Ann Muturi, a greenhouse farmer in Kenya’s Kiambu county, has a capsicum farming success story that will rekindle your hope in tomato & capsicum farming
Ann has won many hats in the past from being a student of math and chemistry at university level, an IT professional and an NGO practitioner to her now current occupation which is farming. She’s been farming for the last 3 years and decided to draw on her university background to help her succeed in it. A proper soil analysis was her first step..
“I’m a scientist and I like to work with information before embarking on something. I do not like to operate blindly. For this reason taking a soil analysis made perfect sense. I needed to know what was in the soil and how to ensure that I farm successfully using this medium.”

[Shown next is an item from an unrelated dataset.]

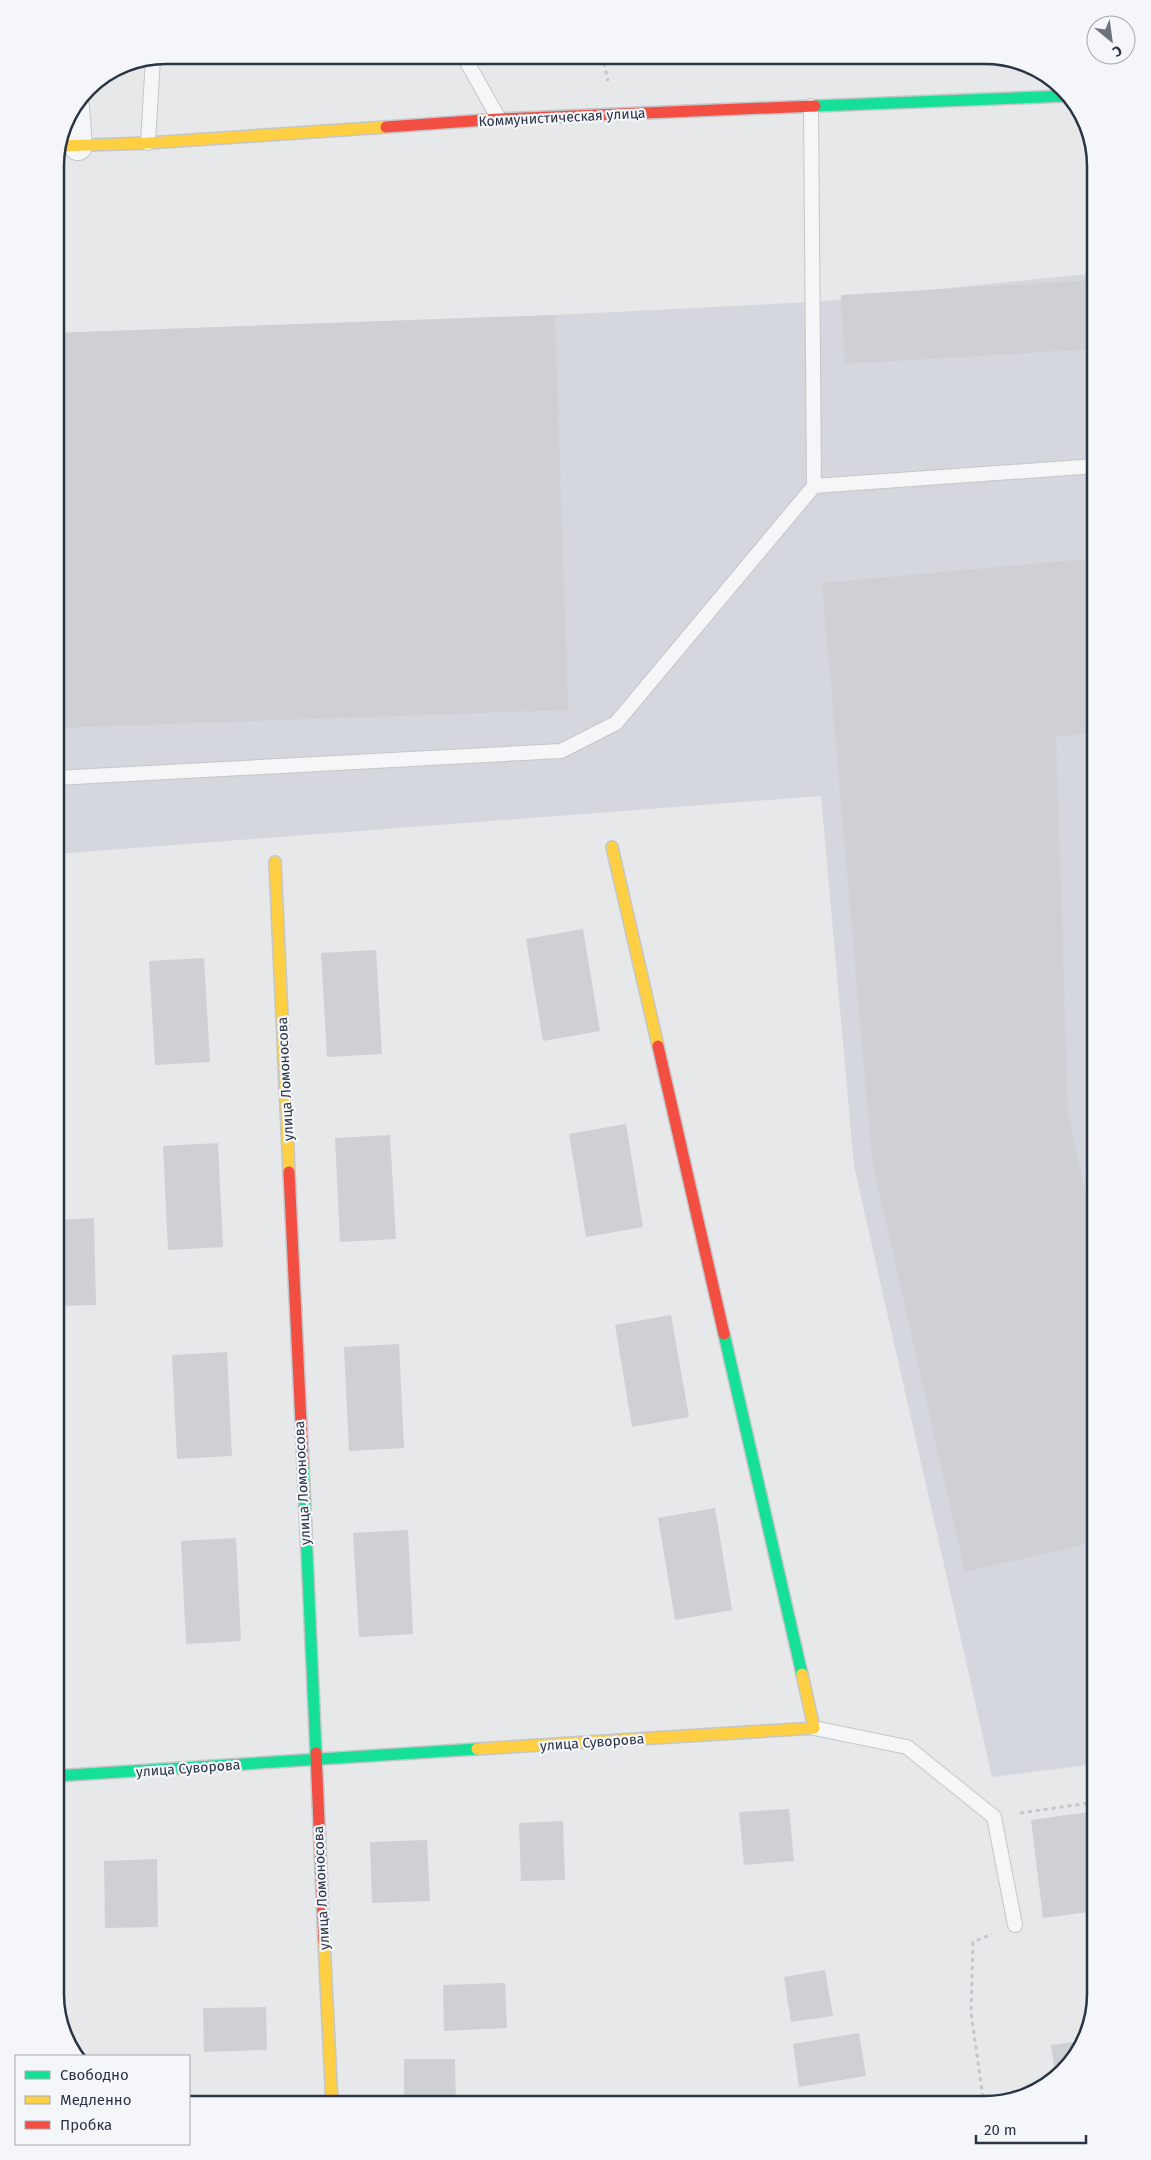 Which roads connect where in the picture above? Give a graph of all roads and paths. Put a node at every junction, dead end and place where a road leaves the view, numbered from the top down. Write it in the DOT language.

Ann has seen the benefits of soil analysis, key among them being saving fertilizer costs and preventing disease. Ann who primarily farms tomatoes & capsicum struggled with blossom end rot disease and was able to draw a connection between low calcium levels in her soil and the occurrence of the disease.
“After we corrected the calcium deficiency in the soil, I noticed that the cases of blossom end rot reduced drastically,” said Ann Muturi during a phone interview.
According to CropNuts Agronomist Amos Mwitio this is very possible because one of the causes of blossom end rot is low calcium in the soil. He explained how a healthy balanced soil can help a farmer prevent disease by saying that it is the same way a child who eats a balanced diet has a boosted immunity and can fight off disease and disorders.
In this particular case calcium, which Ann lacked as shown in her soil test, is important in strengthening a plant’s cell wall. A strong cell wall makes it difficult for pathogens to penetrate and cause disease. Ann who is a proponent of soil testing because of the benefits that she has experienced says that it saved her money because at one point her soil test revealed that she did not need any fertilizer because her soil was healthy.
“What surprised me is that they (Cropnuts) were telling us that our soil already has a lot of nutrients and we do not need to add extra and I was like are you sure? And I was like okay let’s try it and actually the crop grew,” said a shocked Ann Muturi during an interview at her farm.